:: Data to process ::
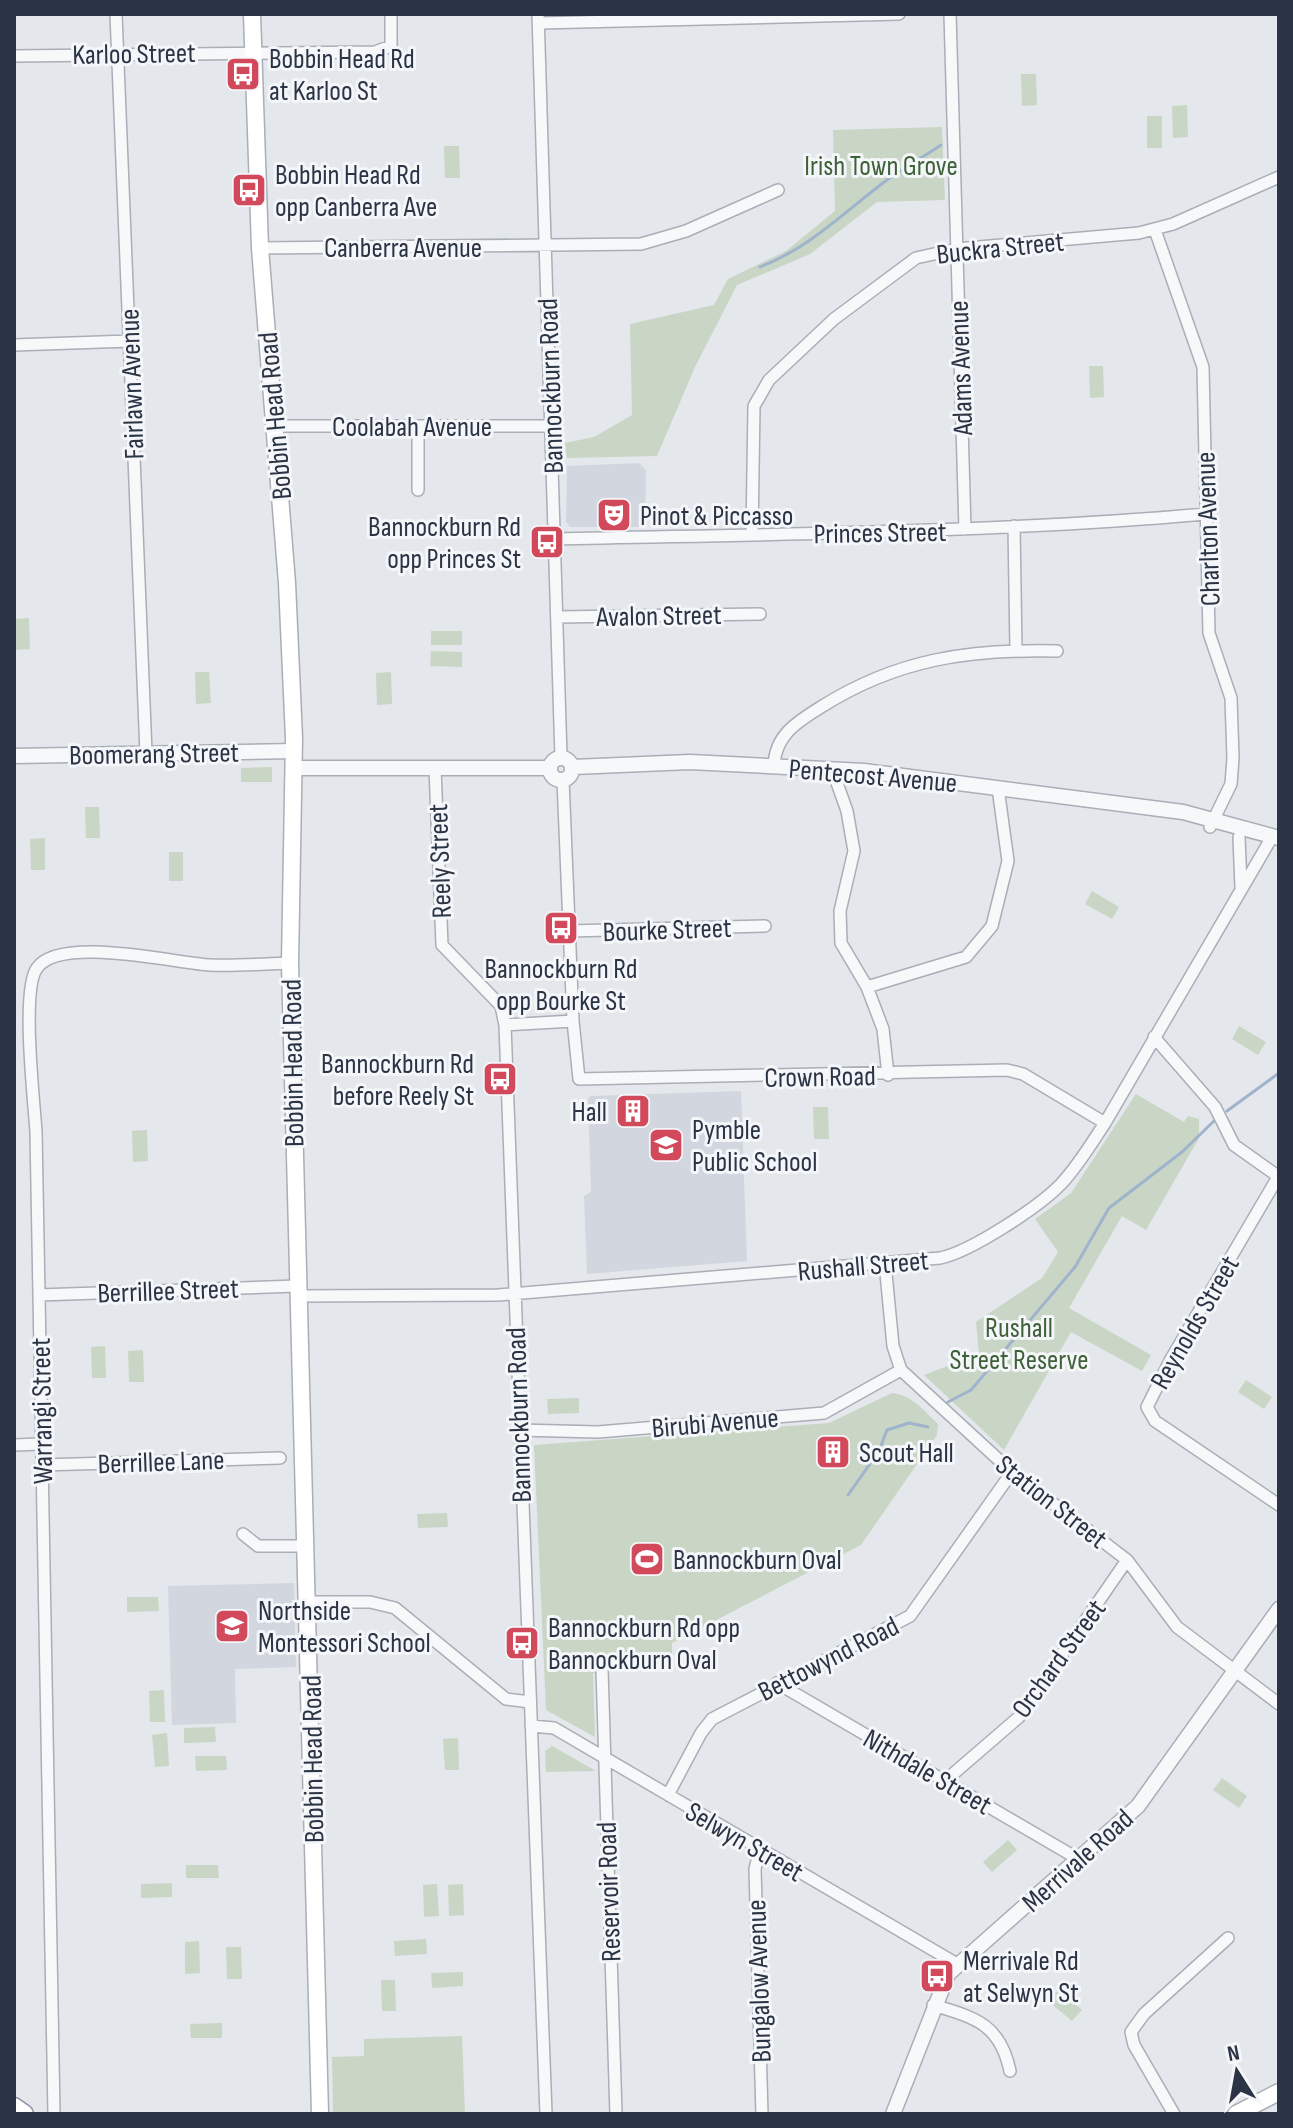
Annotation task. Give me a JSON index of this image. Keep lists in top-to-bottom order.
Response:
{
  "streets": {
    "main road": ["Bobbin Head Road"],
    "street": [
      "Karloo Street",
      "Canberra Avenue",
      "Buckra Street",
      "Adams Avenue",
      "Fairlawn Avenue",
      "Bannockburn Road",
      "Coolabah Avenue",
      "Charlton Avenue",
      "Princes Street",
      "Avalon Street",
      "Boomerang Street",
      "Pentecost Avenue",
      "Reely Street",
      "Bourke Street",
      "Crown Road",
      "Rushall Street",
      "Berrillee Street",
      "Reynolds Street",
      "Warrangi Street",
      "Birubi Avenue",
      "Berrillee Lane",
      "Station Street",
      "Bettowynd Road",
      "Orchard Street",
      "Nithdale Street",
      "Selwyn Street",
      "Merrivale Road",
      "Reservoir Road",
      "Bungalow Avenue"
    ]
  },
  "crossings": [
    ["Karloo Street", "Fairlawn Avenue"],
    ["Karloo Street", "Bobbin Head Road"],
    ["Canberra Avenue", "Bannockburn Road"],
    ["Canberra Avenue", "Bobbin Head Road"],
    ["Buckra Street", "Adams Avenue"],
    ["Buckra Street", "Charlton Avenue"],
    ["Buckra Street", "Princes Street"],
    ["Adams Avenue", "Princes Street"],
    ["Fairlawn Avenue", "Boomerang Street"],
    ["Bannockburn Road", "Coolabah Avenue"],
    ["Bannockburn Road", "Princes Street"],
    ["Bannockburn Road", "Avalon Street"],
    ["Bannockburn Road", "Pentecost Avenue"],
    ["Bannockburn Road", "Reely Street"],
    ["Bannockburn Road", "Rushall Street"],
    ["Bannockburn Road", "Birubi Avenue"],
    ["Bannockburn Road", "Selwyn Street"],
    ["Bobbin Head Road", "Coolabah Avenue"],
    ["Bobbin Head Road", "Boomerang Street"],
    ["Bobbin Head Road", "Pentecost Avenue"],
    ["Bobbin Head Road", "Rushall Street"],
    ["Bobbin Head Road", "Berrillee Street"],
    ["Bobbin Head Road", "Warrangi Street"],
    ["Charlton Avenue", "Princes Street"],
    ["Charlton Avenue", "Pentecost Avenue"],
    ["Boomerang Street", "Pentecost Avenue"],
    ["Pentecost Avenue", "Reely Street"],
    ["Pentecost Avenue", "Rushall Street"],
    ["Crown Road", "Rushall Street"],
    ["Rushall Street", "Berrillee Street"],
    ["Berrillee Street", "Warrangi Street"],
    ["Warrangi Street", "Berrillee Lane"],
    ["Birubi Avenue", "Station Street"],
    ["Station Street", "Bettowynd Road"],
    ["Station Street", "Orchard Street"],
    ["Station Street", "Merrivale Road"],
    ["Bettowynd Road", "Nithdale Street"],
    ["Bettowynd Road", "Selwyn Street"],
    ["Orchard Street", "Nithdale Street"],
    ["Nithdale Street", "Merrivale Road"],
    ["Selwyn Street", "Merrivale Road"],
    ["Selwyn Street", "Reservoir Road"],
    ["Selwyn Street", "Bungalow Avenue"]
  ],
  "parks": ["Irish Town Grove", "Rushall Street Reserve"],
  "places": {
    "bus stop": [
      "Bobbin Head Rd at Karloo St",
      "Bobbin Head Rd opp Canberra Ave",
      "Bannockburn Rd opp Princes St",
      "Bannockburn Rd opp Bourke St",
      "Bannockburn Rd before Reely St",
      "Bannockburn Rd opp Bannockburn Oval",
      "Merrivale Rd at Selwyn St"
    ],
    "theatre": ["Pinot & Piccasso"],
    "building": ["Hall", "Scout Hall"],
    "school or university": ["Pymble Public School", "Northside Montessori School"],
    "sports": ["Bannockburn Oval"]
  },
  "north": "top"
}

:: Problem ::
Lines of the data above that include the string "Boomerang" must each be copied.

:: Response box ::
      "Boomerang Street",
    ["Fairlawn Avenue", "Boomerang Street"],
    ["Bobbin Head Road", "Boomerang Street"],
    ["Boomerang Street", "Pentecost Avenue"],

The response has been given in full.